Anne Dawson: CSCI201A_LAB9_FA04.htm   

 

Last updated: Tuesday 30th November 2004, 11:24 PT

 

This document is subject to change without notice.

 

Please report any errors or omissions in this document:

adawson@coquitlamcollege.com

 

Special instructions:  For this assignment you may work in teams of 2, or alone.

 

CSCI201A – Data and Program Organization (Data Structures)

Fall 2004

Lab Assignment 9 (over two lab sessions)

Purpose: To investigate the performance of Quicksort under different conditions.

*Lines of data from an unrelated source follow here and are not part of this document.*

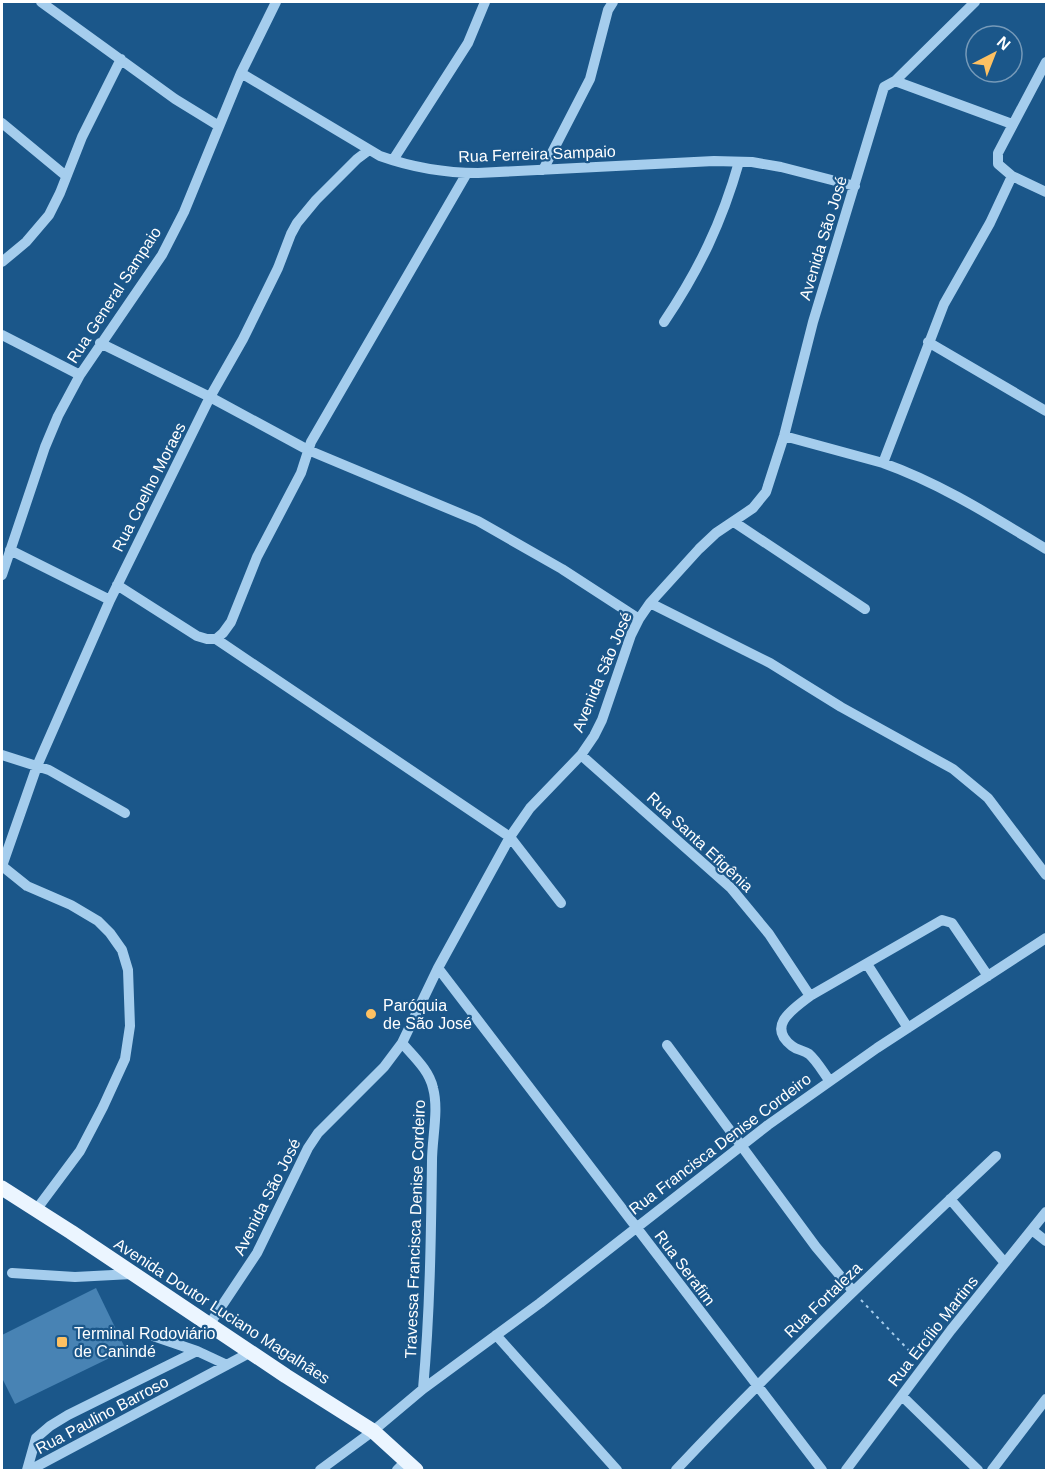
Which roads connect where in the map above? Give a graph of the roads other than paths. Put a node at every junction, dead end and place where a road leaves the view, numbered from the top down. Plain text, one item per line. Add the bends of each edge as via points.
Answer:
1 (41, 2) edge
2 (276, 2) edge
3 (485, 2) edge
4 (613, 2) edge
5 (975, 2) edge
6 (121, 59) junction
7 (1046, 63) edge
8 (241, 74) junction
9 (895, 81) junction
10 (2, 123) edge
11 (1012, 124) junction
12 (219, 126) junction
13 (369, 150) junction
14 (393, 160) junction
15 (739, 162) junction
16 (543, 170) junction
17 (467, 173) junction
18 (66, 176) junction
19 (1012, 176) junction
20 (855, 186) junction
21 (1047, 192) edge
22 (2, 262) edge
23 (664, 322) dead end
24 (2, 335) edge
25 (928, 342) junction
26 (100, 343) junction
27 (80, 375) junction
28 (210, 397) junction
29 (1047, 411) edge
30 (784, 436) junction
31 (308, 450) junction
32 (883, 463) junction
33 (734, 522) junction
34 (1047, 549) edge
35 (10, 550) junction
36 (2, 575) edge
37 (117, 585) junction
38 (110, 600) junction
39 (650, 603) junction
40 (865, 609) dead end
41 (639, 619) junction
42 (216, 639) junction
43 (2, 755) edge
44 (581, 755) junction
45 (37, 766) junction
46 (125, 813) dead end
47 (510, 837) junction
48 (2, 866) edge
49 (1047, 875) edge
50 (561, 903) dead end
51 (1047, 938) edge
52 (867, 964) junction
53 (438, 968) junction
54 (988, 976) junction
55 (810, 996) junction
56 (908, 1028) junction
57 (402, 1043) junction
58 (667, 1045) dead end
59 (829, 1080) junction
60 (741, 1145) junction
61 (996, 1156) dead end
62 (2, 1188) edge
63 (950, 1199) junction
64 (36, 1210) junction
65 (1047, 1212) edge
66 (636, 1227) junction
67 (1032, 1230) junction
68 (1047, 1241) edge
69 (1005, 1263) junction
70 (12, 1273) dead end
71 (132, 1274) junction
72 (853, 1291) junction
73 (209, 1325) junction
74 (496, 1335) junction
75 (153, 1336) dead end
76 (197, 1351) junction
77 (251, 1352) junction
78 (227, 1365) junction
79 (757, 1386) junction
80 (423, 1389) junction
81 (902, 1396) junction
82 (1047, 1399) edge
83 (373, 1431) junction
84 (407, 1467) edge
85 (28, 1470) edge
86 (320, 1470) edge
87 (616, 1470) edge
88 (676, 1470) edge
89 (822, 1470) edge
90 (846, 1470) edge
91 (978, 1470) edge
92 (992, 1470) edge

1 - 6 street
2 - 8 street, Rua General Sampaio
3 - 14 street via 468,43
4 - 16 street via 590,79
5 - 9 street
6 - 12 street
6 - 18 street
7 - 11 street
8 - 12 street, Rua General Sampaio
8 - 13 street, Rua Ferreira Sampaio
9 - 11 street
9 - 20 street, Avenida São José via 883,90
10 - 18 street
11 - 19 street via 997,158 998,164
12 - 26 street, Rua General Sampaio via 162,255
13 - 14 street, Rua Ferreira Sampaio
13 - 28 street, Rua Coelho Moraes via 345,170 297,223 243,339
14 - 17 street, Rua Ferreira Sampaio
15 - 16 street, Rua Ferreira Sampaio
15 - 20 street, Rua Ferreira Sampaio via 781,167
15 - 23 street via 708,248
16 - 17 street, Rua Ferreira Sampaio
17 - 31 street
18 - 22 street via 49,215
19 - 21 street
19 - 25 street via 990,223 955,281
20 - 30 street, Avenida São José via 813,322
24 - 27 street
25 - 29 street
25 - 32 street
26 - 27 street, Rua General Sampaio
26 - 28 street
27 - 35 street, Rua General Sampaio via 45,447
28 - 31 street
28 - 37 street, Rua Coelho Moraes
30 - 32 street
30 - 33 street, Avenida São José via 766,492
31 - 41 street via 478,521
31 - 42 street via 301,474 257,557 231,622
32 - 34 street via 952,492
33 - 39 street, Avenida São José via 699,549
33 - 40 street
35 - 36 street, Rua General Sampaio
35 - 38 street
37 - 38 street, Rua Coelho Moraes
37 - 42 street via 197,636
38 - 45 street, Rua Coelho Moraes
39 - 41 street, Avenida São José
39 - 49 street via 770,663 953,769 988,798
41 - 44 street, Avenida São José via 602,720
42 - 47 street
43 - 45 street
44 - 47 street, Avenida São José via 530,808
44 - 55 street, Rua Santa Efigênia via 731,888
45 - 46 street
45 - 48 street, Rua Coelho Moraes
47 - 50 street
47 - 53 street, Avenida São José
48 - 64 street via 27,886 98,921 122,950 128,970 130,1026 125,1059 80,1151
51 - 54 street, Rua Francisca Denise Cordeiro
52 - 54 street via 947,920
52 - 55 street
52 - 56 street
53 - 57 street, Avenida São José
53 - 66 street, Rua Serafim
54 - 56 street, Rua Francisca Denise Cordeiro
55 - 59 street via 784,1019 780,1030 789,1044 812,1057
56 - 59 street, Rua Francisca Denise Cordeiro
57 - 73 street, Avenida São José via 308,1148 257,1253
57 - 80 street, Travessa Francisca Denise Cordeiro via 429,1075 435,1102
58 - 60 street
59 - 60 street, Rua Francisca Denise Cordeiro
60 - 66 street, Rua Francisca Denise Cordeiro
60 - 72 street
61 - 63 street, Rua Fortaleza
62 - 64 main road, Avenida Doutor Luciano Magalhães
63 - 69 street
63 - 72 street, Rua Fortaleza
64 - 71 main road, Avenida Doutor Luciano Magalhães
65 - 67 street, Rua Ercílio Martins
66 - 74 street, Rua Francisca Denise Cordeiro
66 - 79 street, Rua Serafim
67 - 68 street
67 - 69 street, Rua Ercílio Martins
69 - 81 street, Rua Ercílio Martins
70 - 71 street via 75,1277
71 - 73 main road, Avenida Doutor Luciano Magalhães
72 - 79 street, Rua Fortaleza
73 - 77 main road, Avenida Doutor Luciano Magalhães
74 - 80 street, Rua Francisca Denise Cordeiro
74 - 87 street
75 - 76 street
76 - 78 street
76 - 85 street via 50,1426 36,1438
77 - 78 street, Rua Paulino Barroso
77 - 83 main road, Avenida Doutor Luciano Magalhães
78 - 85 street, Rua Paulino Barroso
79 - 88 street, Rua Fortaleza
79 - 89 street, Rua Serafim
80 - 83 street, Rua Francisca Denise Cordeiro
81 - 90 street, Rua Ercílio Martins
81 - 91 street
82 - 92 street
83 - 84 main road, Avenida Doutor Luciano Magalhães
83 - 86 street, Rua Francisca Denise Cordeiro

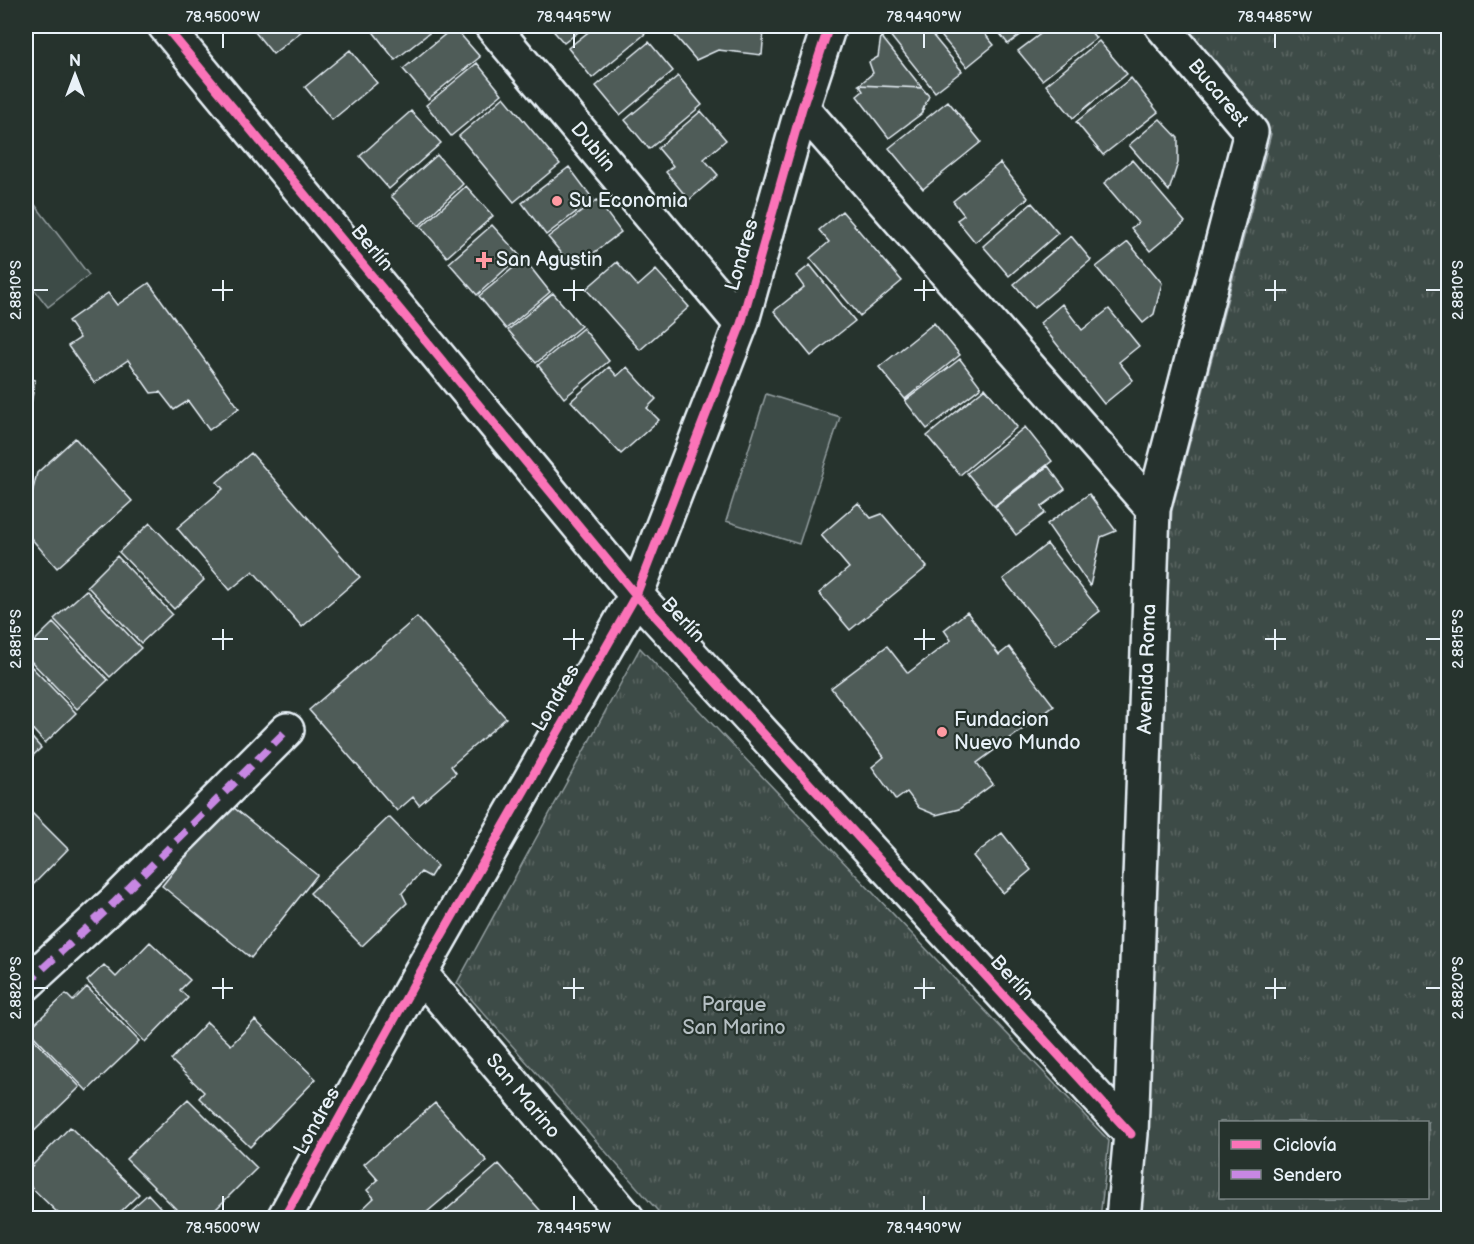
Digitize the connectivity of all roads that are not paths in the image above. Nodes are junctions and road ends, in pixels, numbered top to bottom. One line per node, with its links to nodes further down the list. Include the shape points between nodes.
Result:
1 (165, 26): 10 (street, Berlín)
2 (492, 26): 8 (street, Dublin)
3 (800, 26): 5 (street)
4 (1162, 26): 7 (street, Bucarest)
5 (825, 38): 6 (street, Londres)
6 (802, 108): 8 (street, Londres); 9 (street)
7 (1251, 132): 9 (street, Avenida Roma)
8 (741, 324): 10 (street, Londres)
9 (1153, 509): 14 (street, Avenida Roma)
10 (636, 595): 12 (street, Londres); 14 (street, Berlín)
11 (287, 730): 13 (street, via 114,903)
12 (420, 973): 15 (street, Londres); 16 (street, San Marino)
13 (26, 984)
14 (1131, 1134): 17 (street, Avenida Roma)
15 (284, 1218)
16 (627, 1218)
17 (1123, 1218)

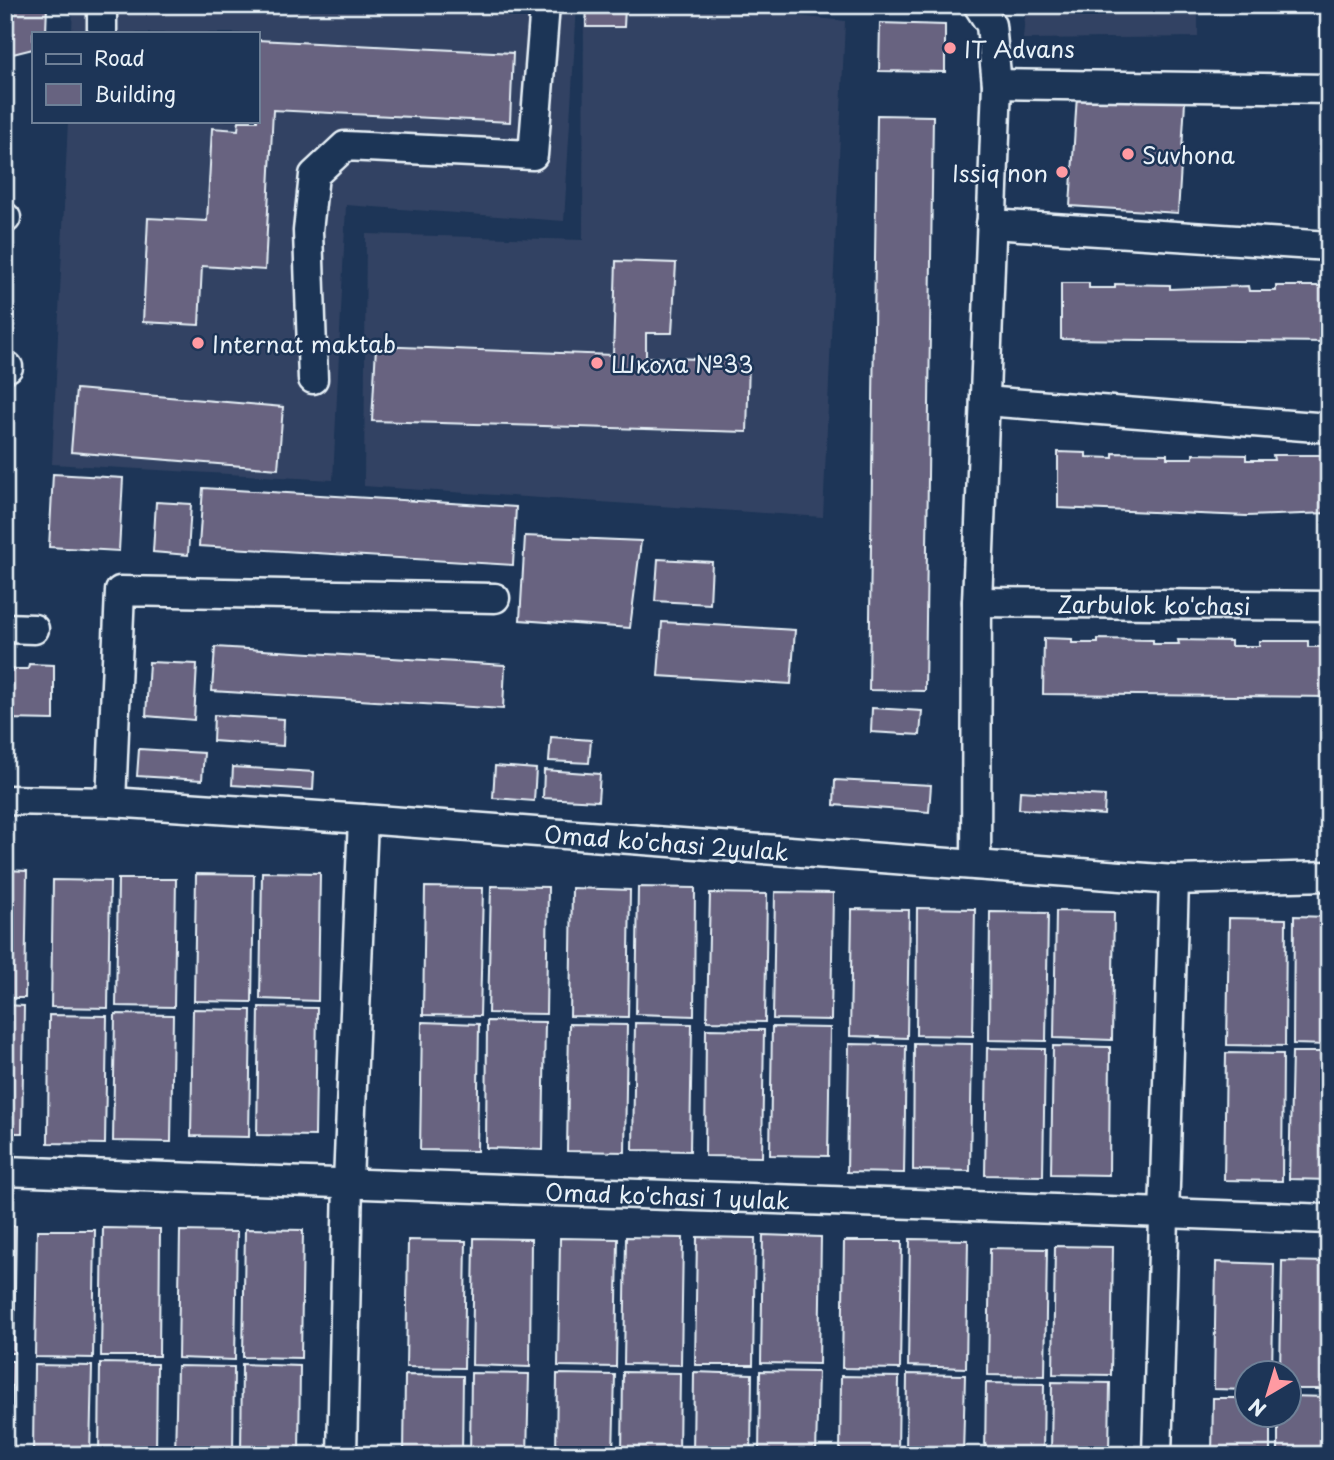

Reference textbooks: Reference text books will be available in class for this lab.

Specification :

The purpose of this lab is to investigate the efficiency of the Quicksort algorithm under different conditions.  Quicksort is the fastest of all sort algorithms.  It was devised by the British computer scientist C.A.R. Hoare. The Quicksort algorithm works by choosing one value from the array (or vector) to act as a pivot.  The array is then split in two parts (partitioned) by placing values lower than the pivot value on the left, and values >= the pivot on the right.  This partitioning is done recursively on each side until the array is sorted. After each partitioning step, the array gets closer to being sorted.  The performance of the Quicksort algorithm depends to a large extent on the value of the pivot chosen to partition (divide) the array (or vector) of values to be sorted.  Different textbooks suggest different methods of selecting the pivot.  Some suggest taking the first element in the array and using this as the pivot, others suggest using the last element, others suggest using the middle element, but a proven popular method is the "Median-of-three Partitioning Method" described in the Weiss textbook (see references below). In fact, Weiss warns against using the first element as the pivot and explains in detail why. The performance of the Quicksort algorithm also depends on the array to be sorted.  For instance, Quicksort works best when the array is already nearly sorted, and the pivot is exactly in the middle, and each side of the pivot has equal numbers of elements.  In this case, we have a binary split, and a diagram of the partitions looks like a binary tree (see quicksort.htm and  Data Structures and abstraction Using C++ by Mark R. Headington and David D. Riley, page 580). With an array of size 16, we have a single partition of 16 elements at the root of the tree, two partitions of 8 elements each at the next level, 4 partitions of 4 elements each at the next level and so on.  In the best case, (when we have a true binary split), the performance of the algorithm depends on the number of elements to be sorted multiplied by the number of levels of partitions (log N), this means we have a performance of O(N log N).  If the pivot is not chosen well (e.g. if the smallest value in the array is chosen as the pivot), then the resulting split is not binary, then the performance degenerates to O(N2).  However, the nature of the Quicksort algorithm means that even in the average case, the performance is O(N log N).

 

In this lab you will investigate the choice of the pivot (first element, last element, middle element and median of three elements) on the performance of a Quicksort on a large array.  You will also look at the affect of the array itself.  For example, you should investigate the performance of the Quicksort on a large array: 1) whose values are unique and randomly distributed, 2) whose values are unique but nearly sorted, 3) on an array whose values are to a large extent duplicated (i.e. 50% or more of the values in the array are the duplicates).  You will need to use a timing routine and count the number of swaps and comparisons.  You should prepare a Powerpoint presentation to present your results in a textual and graphical fashion. 

 

Data Structures and Problem Solving Using Java by Mark Allen Weiss, ISBN: 0-201-74835-5

Addison Wesley (2nd Edition)

 

Data Structures and Problem Solving Using C++ by Mark Allen Weiss, ISBN:0-201-61250-X

Addison Wesley (2nd Edition)

 

 Data Structures and abstraction Using C++ by Mark R. Headington and David D. Riley

 

Data Structures and Other Objects Using C++ by Michael Main and Walter Savitch

Addison Wesley,  ISBN 0-201-70297-5 (Second Edition)

 

 

Assignment points will be based on the following marking scheme:

Category

Points

Description

Comments

10

Source code should be commented as recommended.

Coding Style

10

The source code should be indented properly, use meaningful variable names, use good programming practices, etc. See the book, course web site and lectures for examples. Program prompts and/or outputs should be user-friendly.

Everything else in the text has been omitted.